Saved entries
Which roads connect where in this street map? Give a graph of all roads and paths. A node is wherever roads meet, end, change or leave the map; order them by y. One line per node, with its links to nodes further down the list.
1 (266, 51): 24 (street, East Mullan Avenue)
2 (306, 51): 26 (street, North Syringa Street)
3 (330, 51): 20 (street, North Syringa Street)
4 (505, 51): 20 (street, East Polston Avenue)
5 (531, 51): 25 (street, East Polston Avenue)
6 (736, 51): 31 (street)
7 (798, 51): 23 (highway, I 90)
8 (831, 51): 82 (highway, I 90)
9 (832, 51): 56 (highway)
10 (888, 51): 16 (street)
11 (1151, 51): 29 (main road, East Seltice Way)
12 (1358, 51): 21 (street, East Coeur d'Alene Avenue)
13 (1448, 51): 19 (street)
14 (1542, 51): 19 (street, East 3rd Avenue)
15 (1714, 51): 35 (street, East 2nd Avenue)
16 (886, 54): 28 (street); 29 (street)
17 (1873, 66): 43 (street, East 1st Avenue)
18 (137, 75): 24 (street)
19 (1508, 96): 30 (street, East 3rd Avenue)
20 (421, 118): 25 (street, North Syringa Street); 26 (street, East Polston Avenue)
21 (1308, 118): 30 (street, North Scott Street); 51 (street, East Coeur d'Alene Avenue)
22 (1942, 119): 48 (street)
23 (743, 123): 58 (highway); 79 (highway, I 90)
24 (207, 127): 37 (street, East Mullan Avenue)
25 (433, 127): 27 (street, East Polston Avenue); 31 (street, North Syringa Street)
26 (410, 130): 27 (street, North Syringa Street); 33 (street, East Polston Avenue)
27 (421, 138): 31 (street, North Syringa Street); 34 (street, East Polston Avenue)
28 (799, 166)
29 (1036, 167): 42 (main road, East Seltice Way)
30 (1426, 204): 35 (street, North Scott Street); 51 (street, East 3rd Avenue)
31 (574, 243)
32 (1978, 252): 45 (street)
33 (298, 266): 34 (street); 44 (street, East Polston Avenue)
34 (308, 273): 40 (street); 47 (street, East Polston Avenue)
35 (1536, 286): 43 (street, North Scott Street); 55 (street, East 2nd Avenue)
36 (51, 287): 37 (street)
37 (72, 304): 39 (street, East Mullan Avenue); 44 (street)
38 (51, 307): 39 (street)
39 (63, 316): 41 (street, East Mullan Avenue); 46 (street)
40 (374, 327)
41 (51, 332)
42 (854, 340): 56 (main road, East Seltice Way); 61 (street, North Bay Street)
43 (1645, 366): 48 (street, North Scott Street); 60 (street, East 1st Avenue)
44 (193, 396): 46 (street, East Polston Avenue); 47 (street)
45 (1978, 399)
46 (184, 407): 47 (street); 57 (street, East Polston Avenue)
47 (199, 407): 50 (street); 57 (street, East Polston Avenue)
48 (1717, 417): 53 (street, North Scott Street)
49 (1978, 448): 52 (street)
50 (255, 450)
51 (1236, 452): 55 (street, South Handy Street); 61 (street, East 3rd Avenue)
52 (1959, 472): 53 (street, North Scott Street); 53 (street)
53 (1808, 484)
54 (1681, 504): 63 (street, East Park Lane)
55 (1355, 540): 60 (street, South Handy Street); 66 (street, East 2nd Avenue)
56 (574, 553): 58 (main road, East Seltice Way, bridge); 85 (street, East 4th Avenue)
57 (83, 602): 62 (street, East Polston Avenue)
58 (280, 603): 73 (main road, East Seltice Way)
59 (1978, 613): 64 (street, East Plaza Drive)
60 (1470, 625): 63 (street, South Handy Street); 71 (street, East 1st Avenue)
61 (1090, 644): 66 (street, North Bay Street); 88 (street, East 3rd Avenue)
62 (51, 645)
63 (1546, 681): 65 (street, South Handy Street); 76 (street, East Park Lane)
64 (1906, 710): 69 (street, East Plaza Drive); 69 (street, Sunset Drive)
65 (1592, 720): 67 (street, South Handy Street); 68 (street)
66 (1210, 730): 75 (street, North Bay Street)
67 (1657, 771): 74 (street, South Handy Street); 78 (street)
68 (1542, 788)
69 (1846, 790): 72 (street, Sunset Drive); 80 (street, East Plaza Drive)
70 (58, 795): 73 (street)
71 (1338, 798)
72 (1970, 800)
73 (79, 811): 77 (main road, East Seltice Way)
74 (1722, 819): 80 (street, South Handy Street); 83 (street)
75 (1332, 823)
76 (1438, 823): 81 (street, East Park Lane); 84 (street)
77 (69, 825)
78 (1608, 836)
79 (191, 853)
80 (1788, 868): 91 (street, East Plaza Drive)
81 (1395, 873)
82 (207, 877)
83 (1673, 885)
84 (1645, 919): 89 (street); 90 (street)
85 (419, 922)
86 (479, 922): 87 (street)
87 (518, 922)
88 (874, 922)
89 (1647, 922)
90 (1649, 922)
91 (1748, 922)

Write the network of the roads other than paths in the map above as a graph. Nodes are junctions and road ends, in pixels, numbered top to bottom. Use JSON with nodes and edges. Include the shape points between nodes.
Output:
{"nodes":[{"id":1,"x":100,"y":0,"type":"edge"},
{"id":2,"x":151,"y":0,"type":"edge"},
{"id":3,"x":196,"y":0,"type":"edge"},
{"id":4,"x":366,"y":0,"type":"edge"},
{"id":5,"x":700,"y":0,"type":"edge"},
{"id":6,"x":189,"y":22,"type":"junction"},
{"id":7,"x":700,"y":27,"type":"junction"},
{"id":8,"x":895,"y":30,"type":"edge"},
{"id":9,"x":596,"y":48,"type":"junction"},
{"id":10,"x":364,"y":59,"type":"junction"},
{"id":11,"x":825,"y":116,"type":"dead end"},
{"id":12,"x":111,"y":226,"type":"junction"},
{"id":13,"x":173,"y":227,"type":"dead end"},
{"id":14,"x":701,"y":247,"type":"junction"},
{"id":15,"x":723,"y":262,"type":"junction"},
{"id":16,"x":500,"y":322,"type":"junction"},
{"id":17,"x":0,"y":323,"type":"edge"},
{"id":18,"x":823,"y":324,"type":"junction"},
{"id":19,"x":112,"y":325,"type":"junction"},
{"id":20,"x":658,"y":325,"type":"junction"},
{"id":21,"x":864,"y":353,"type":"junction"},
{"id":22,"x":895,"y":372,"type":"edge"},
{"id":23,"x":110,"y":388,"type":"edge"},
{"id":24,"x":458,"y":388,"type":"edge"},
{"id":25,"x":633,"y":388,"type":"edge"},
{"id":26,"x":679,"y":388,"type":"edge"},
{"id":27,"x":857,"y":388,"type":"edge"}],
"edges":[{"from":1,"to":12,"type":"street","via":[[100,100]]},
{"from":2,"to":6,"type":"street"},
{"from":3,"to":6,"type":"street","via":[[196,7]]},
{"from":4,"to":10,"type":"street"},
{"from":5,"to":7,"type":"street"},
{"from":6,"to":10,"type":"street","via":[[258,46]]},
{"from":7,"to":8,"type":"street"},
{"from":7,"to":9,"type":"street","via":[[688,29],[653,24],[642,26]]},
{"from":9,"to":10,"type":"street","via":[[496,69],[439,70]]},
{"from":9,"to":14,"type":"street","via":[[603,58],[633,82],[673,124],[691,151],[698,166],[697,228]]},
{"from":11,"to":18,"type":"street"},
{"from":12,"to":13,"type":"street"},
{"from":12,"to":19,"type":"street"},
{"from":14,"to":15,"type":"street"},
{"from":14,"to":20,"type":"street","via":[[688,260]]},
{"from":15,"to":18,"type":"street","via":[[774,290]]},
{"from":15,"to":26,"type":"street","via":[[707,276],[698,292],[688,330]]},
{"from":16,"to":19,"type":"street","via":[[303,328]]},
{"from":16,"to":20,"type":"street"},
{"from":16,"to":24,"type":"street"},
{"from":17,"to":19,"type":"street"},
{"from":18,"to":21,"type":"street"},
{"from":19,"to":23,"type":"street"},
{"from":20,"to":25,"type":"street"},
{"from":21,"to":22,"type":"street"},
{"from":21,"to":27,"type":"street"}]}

● TASK TO CARRY OUT: The lines above that hold the string "highway" are to be located and copied.

● TASK ANSWER:
7 (798, 51): 23 (highway, I 90)
8 (831, 51): 82 (highway, I 90)
9 (832, 51): 56 (highway)
23 (743, 123): 58 (highway); 79 (highway, I 90)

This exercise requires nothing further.